Auch in mehreren Städten Sachsen-Anhalts begannen am Morgen Warnstreiks. Aufgerufen sind die Beschäftigten von Stadtverwaltungen, Landratsämtern, städtischen Betrieben und Bundesbehörden, teilte die Gewerkschaft Verdi mit. Betroffen sind davon die Städte Halle, Wittenberg, Burg, Köthen und Bitterfeld-Wolfen.

In Halberstadt legten ausserdem die Mitarbeiter des Winterdienstes die Arbeit nieder. Beschäftigte des Truppenübungsplatzes Altmark beteiligten sich ebenfalls zeitweise an den Warnstreiks.

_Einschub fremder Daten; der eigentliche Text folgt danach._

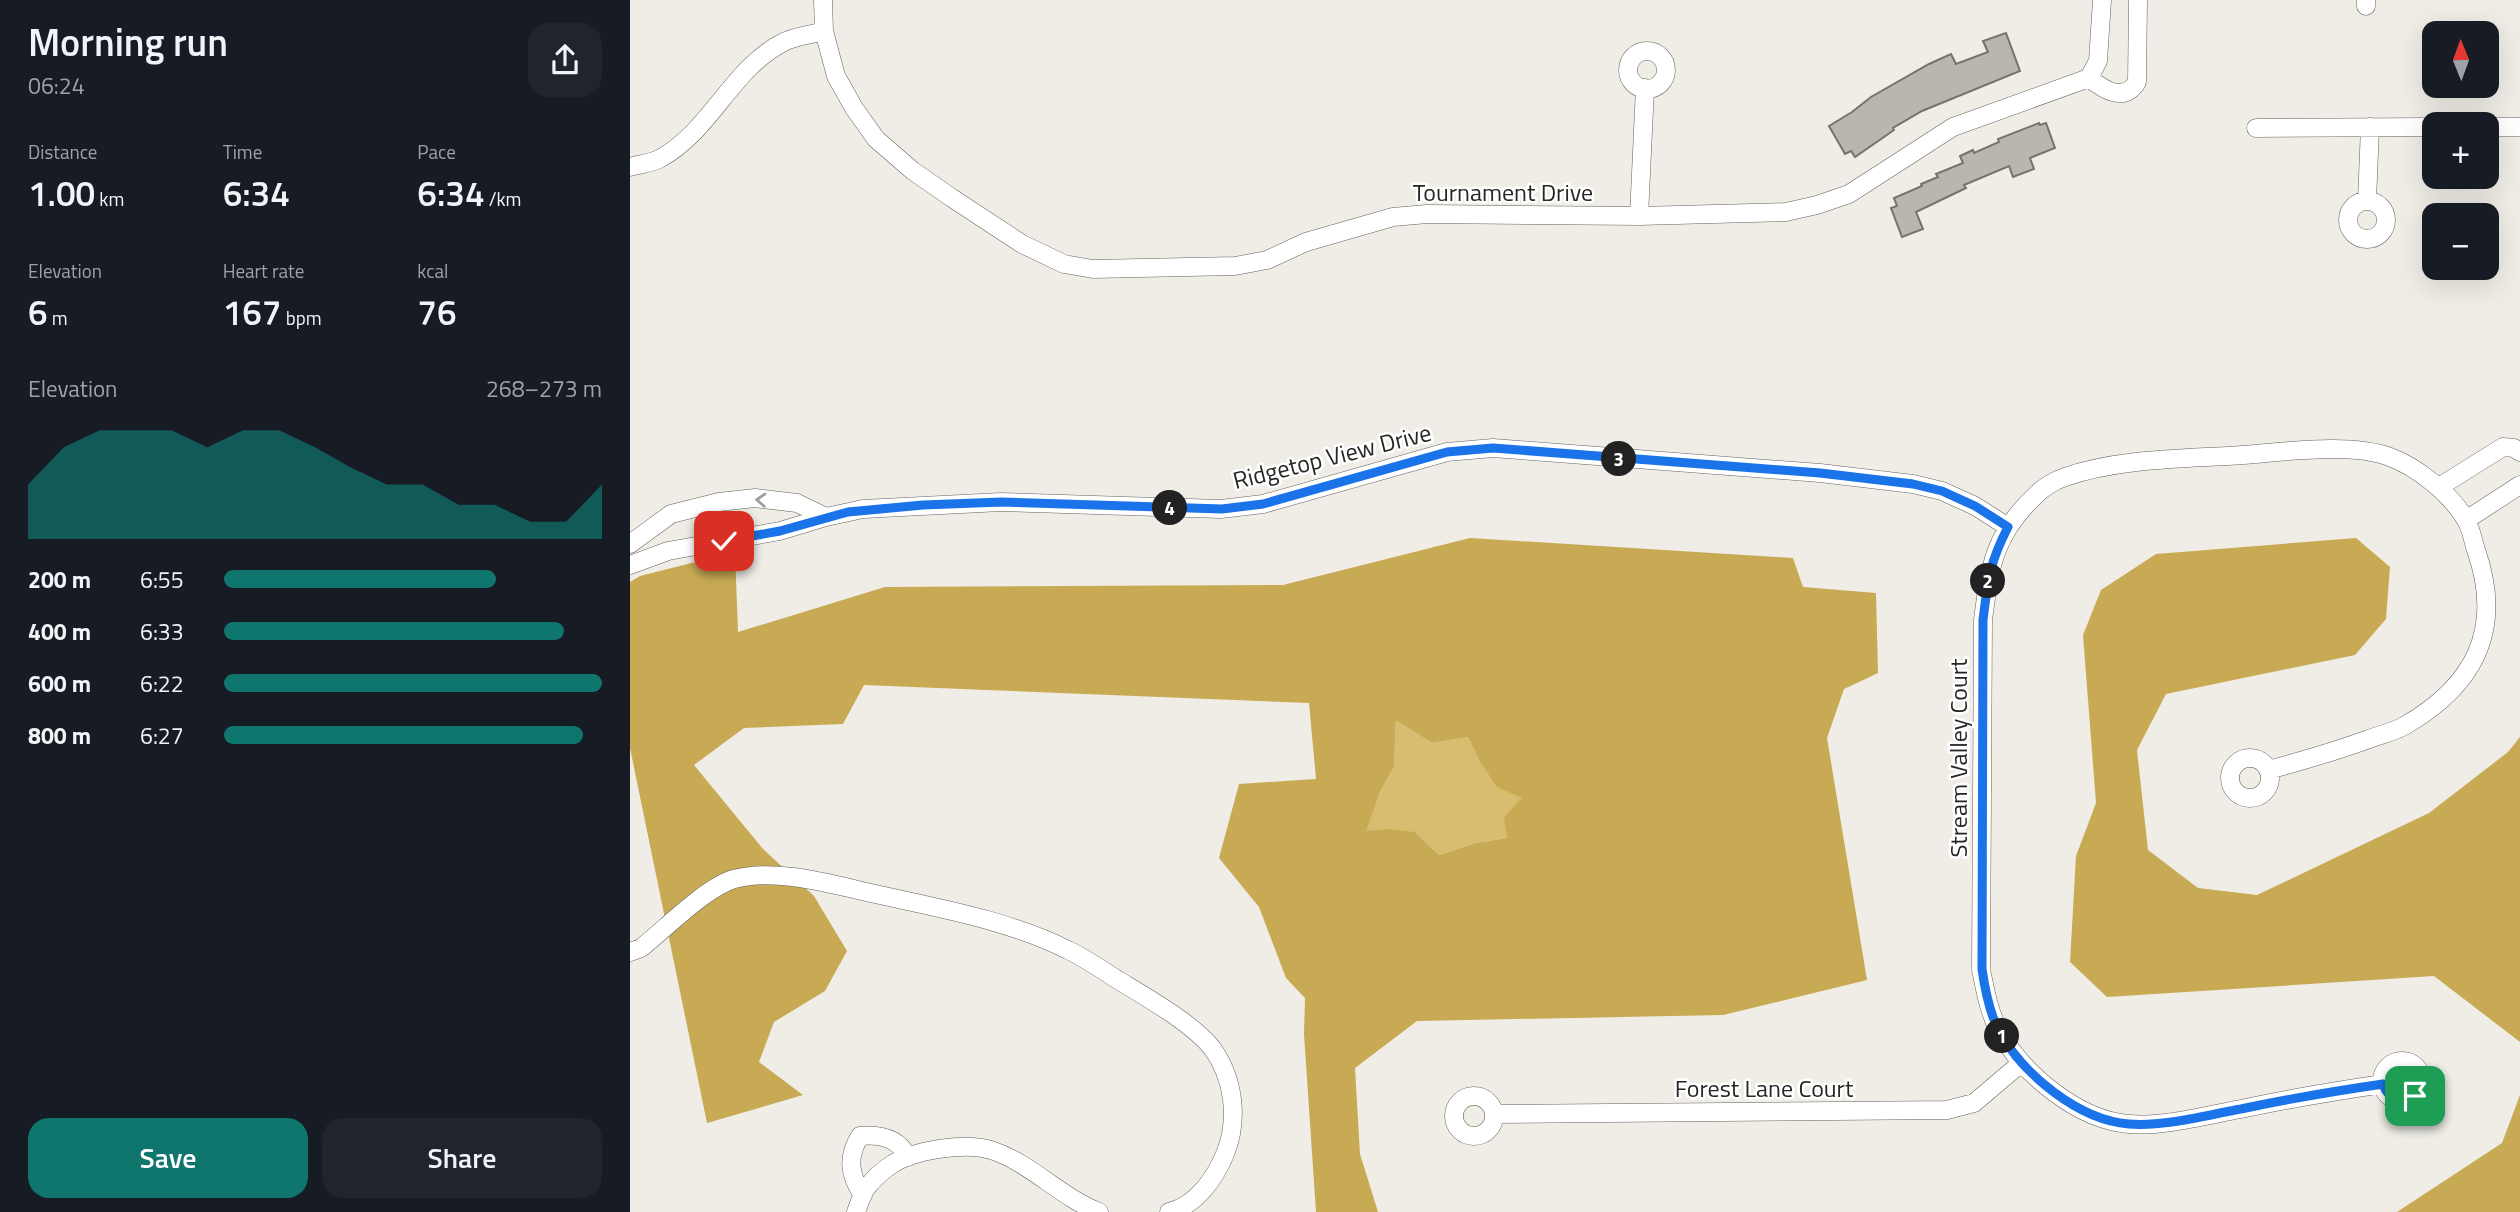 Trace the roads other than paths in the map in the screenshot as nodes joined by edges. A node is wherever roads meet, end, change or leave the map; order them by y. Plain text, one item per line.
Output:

Am Donnerstag hatten sich nach Angaben von Verdi bereits etwa 52'000 Beschäftigte von Bund und Kommunen an den Warnstreiks beteiligt.

Die Gewerkschaft fordert fünf Prozent mehr Geld und bessere Ausbildungsvergütungen. Die zweite Runde in den Tarifverhandlungen war am Montag in Potsdam ergebnislos vertagt worden. Die Kommunen weisen die Forderungen als zu hoch zurück.